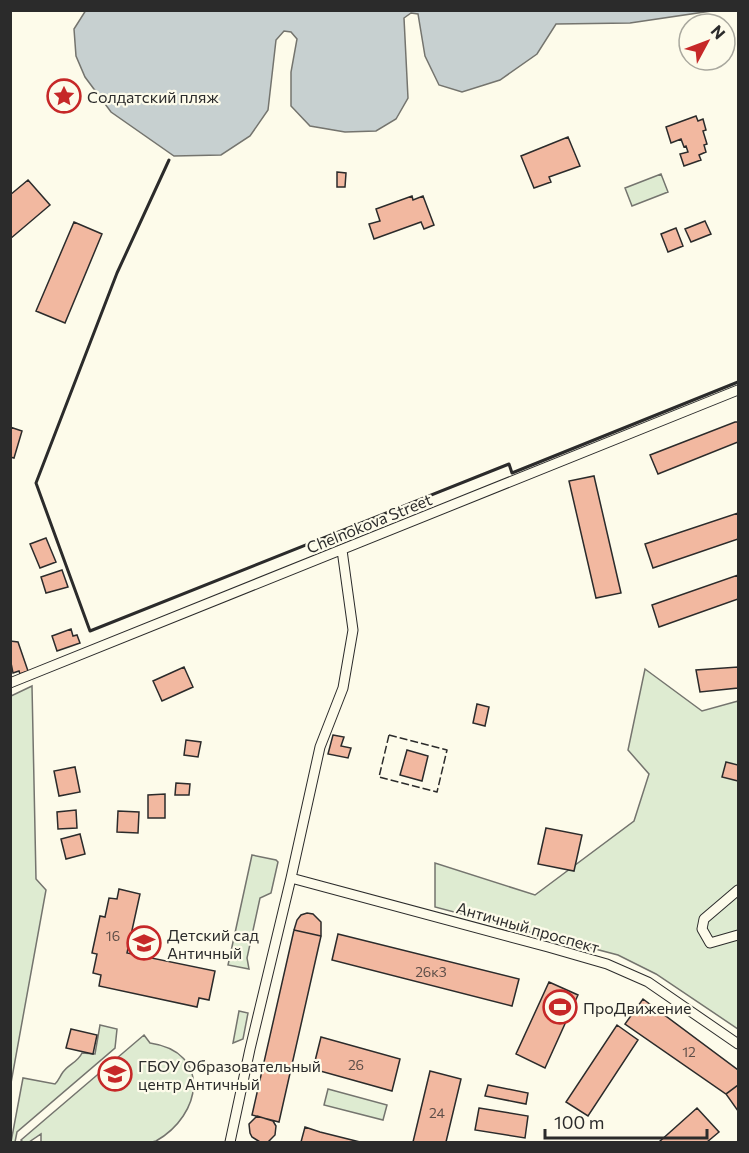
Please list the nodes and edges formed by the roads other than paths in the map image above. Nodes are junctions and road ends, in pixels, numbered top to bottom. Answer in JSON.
{"nodes":[{"id":1,"x":738,"y":390,"type":"edge"},
{"id":2,"x":342,"y":550,"type":"junction"},
{"id":3,"x":10,"y":683,"type":"edge"},
{"id":4,"x":291,"y":878,"type":"junction"},
{"id":5,"x":738,"y":890,"type":"edge"},
{"id":6,"x":738,"y":935,"type":"edge"},
{"id":7,"x":738,"y":1044,"type":"edge"},
{"id":8,"x":230,"y":1143,"type":"edge"}],
"edges":[{"from":1,"to":2,"type":"street","name":"Chelnokova Street"},
{"from":2,"to":3,"type":"street","name":"Chelnokova Street"},
{"from":2,"to":4,"type":"street"},
{"from":4,"to":7,"type":"street","name":"Античный проспект"},
{"from":4,"to":8,"type":"street"},
{"from":5,"to":6,"type":"street"}]}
::::
= Assigned task =
A faithful, complete copy of the records above is required, one that contains no pictures.

= Task result =
Please list the nodes and edges formed by the roads other than paths in the map image above. Nodes are junctions and road ends, in pixels, numbered top to bottom. Answer in JSON.
{"nodes":[{"id":1,"x":738,"y":390,"type":"edge"},
{"id":2,"x":342,"y":550,"type":"junction"},
{"id":3,"x":10,"y":683,"type":"edge"},
{"id":4,"x":291,"y":878,"type":"junction"},
{"id":5,"x":738,"y":890,"type":"edge"},
{"id":6,"x":738,"y":935,"type":"edge"},
{"id":7,"x":738,"y":1044,"type":"edge"},
{"id":8,"x":230,"y":1143,"type":"edge"}],
"edges":[{"from":1,"to":2,"type":"street","name":"Chelnokova Street"},
{"from":2,"to":3,"type":"street","name":"Chelnokova Street"},
{"from":2,"to":4,"type":"street"},
{"from":4,"to":7,"type":"street","name":"Античный проспект"},
{"from":4,"to":8,"type":"street"},
{"from":5,"to":6,"type":"street"}]}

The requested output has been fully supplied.